许灼华站在留声机前,把这些想法使劲晃出去,反正历史的车轮滚滚向前,这些事情都会发生,就算她想管也管不了。
还不如放平心态,自己过好自己的小日子。
音乐停了,人们都停下休息,散开之后舞台就空了出来。
就在宾客们交谈的时候,忽然响起一阵音乐声。
此声鼓点密集,牵动人心。
许灼华慢慢走到舞台中央,推着杏花的肩膀。
低下的人切切私语,两个官太太拉着程夫人的手臂,“时景,这是你安排的?”
程夫人嘴角牵出一丝微笑,故作为难地说:“这是督军在东州旧友的女儿,来家中小住,觉得舞会热闹,非要表演个在乡下学的舞。
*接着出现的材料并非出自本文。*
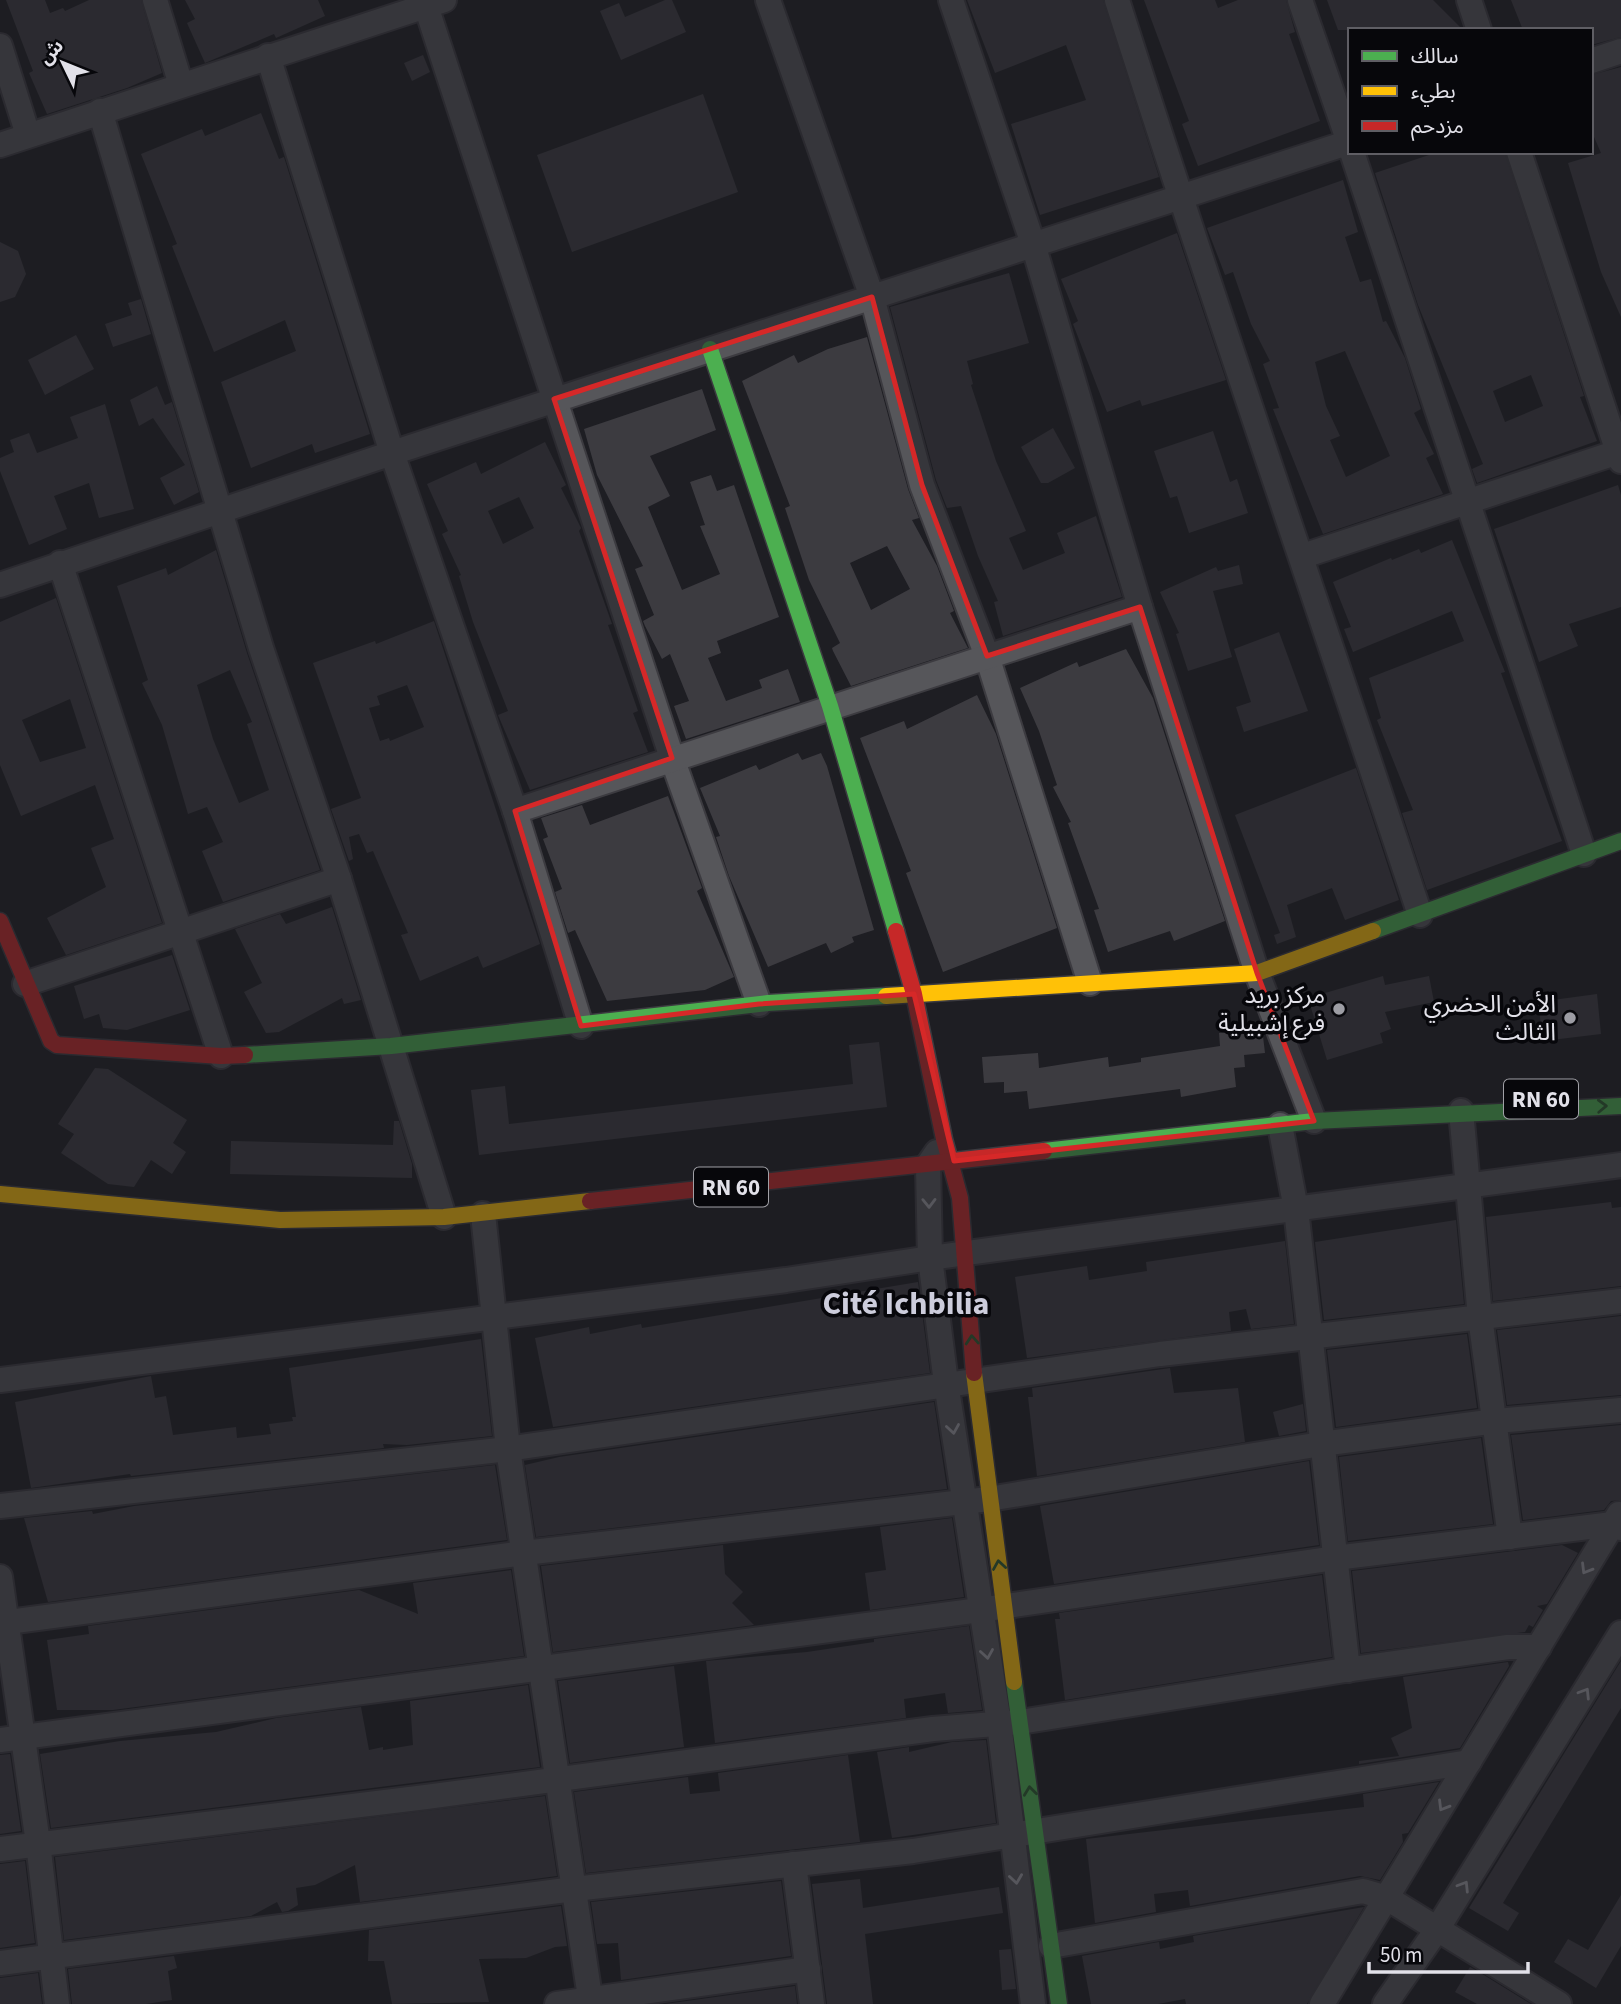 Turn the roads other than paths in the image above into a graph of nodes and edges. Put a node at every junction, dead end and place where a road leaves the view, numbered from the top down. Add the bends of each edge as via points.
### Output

”
许灼华猛地把身上碍事的裙子撕开,露出里面清凉的衣服。
修长的腿被白色丝袜包裹着,穿着一条黑色的亚麻短裤,脚踩一双红色的俏皮鞋,身上的泡泡袖衬衫解开了一粒扣子。
女眷全都倒吸一口凉气。
“天啊,时景,连百乐门的舞女都不这样穿。”
程夫人咬紧后槽牙,紧锁眉头,这样穿真是太丢人了。
台下的罗云樵站在程牧昀的身边,看着许灼华的打扮,捂住嘴巴,“许小姐还真是乡下出身,东施效颦,过犹不及。”
程牧昀没有说话,双眼紧紧盯着站在杏花身后的许灼华。
一声炸响,许灼华从杏花身后妩媚地探出头,似是充满魅惑的狐狸精一样抓住在场男人的眼睛。
一边唱一边跳,节奏感极强,身体韵律、抖动,波浪动作。
每一个舞蹈动作都在挑战在场所有人的三观!
过于前卫大胆!
台下的人皆用奇怪的眼神看着台上的两人,杏花的动作越来越小,许灼华却嗨了,动作越来快。
她喜欢跳舞,她本来就是许灼华,不是许恕华,做不来沉默寡言的小姐,只能做这些人眼中离经叛道的疯子。